■ **Exercise instructions**: Which lines mention "Avenida"? Show each one from the listing.

■ **Exercise data**:
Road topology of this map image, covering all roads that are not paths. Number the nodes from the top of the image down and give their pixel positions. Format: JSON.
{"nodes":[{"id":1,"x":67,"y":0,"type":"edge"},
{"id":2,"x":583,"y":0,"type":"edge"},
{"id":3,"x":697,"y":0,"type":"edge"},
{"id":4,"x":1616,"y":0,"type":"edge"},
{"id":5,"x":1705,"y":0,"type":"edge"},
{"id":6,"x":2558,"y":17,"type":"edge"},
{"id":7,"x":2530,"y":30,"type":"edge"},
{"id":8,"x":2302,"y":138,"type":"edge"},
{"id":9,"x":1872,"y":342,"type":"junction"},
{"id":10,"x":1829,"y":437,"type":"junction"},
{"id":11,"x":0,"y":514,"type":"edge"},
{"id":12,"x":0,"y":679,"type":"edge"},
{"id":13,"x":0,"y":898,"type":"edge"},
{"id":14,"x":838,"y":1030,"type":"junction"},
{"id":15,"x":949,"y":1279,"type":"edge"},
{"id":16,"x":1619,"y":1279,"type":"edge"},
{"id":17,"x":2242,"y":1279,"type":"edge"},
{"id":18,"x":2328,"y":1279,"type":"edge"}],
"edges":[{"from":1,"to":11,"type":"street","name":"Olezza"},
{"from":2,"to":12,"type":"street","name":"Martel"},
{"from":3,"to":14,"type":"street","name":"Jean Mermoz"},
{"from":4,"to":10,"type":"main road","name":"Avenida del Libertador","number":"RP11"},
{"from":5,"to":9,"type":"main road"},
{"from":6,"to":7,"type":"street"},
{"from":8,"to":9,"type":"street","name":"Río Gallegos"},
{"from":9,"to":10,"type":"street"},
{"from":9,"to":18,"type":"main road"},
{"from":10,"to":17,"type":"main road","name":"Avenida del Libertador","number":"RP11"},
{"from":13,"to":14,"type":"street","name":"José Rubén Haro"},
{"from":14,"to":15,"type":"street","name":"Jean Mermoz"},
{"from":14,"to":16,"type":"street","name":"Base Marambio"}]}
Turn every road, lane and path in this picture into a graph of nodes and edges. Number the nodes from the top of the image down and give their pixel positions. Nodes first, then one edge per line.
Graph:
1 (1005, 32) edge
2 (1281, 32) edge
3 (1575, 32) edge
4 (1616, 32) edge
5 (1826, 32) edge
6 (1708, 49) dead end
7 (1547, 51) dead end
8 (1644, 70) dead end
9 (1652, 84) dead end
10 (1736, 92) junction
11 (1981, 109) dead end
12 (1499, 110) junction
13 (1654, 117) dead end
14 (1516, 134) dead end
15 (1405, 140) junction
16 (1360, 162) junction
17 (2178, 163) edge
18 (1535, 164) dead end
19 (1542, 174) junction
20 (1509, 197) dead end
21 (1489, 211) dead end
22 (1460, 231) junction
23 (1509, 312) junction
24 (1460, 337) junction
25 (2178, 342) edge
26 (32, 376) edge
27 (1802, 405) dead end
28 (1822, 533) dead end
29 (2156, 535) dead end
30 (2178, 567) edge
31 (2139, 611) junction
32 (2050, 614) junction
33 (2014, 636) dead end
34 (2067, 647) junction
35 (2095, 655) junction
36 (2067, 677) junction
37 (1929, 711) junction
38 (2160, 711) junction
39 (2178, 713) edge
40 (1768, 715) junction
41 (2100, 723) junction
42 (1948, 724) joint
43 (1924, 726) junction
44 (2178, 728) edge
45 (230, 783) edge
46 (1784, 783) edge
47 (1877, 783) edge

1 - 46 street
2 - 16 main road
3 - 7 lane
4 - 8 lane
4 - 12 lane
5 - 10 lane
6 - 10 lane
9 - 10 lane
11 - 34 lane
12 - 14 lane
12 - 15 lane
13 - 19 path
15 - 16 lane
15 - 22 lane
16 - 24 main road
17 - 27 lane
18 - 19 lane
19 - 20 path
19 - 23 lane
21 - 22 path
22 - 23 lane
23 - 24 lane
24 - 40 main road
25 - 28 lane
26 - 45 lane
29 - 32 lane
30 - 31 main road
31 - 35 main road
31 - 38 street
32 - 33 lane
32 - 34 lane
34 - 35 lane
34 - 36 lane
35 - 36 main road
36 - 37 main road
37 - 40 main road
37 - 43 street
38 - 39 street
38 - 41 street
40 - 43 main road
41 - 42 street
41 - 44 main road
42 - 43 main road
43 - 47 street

■ **Answer space**:
{"from":4,"to":10,"type":"main road","name":"Avenida del Libertador","number":"RP11"},
{"from":10,"to":17,"type":"main road","name":"Avenida del Libertador","number":"RP11"},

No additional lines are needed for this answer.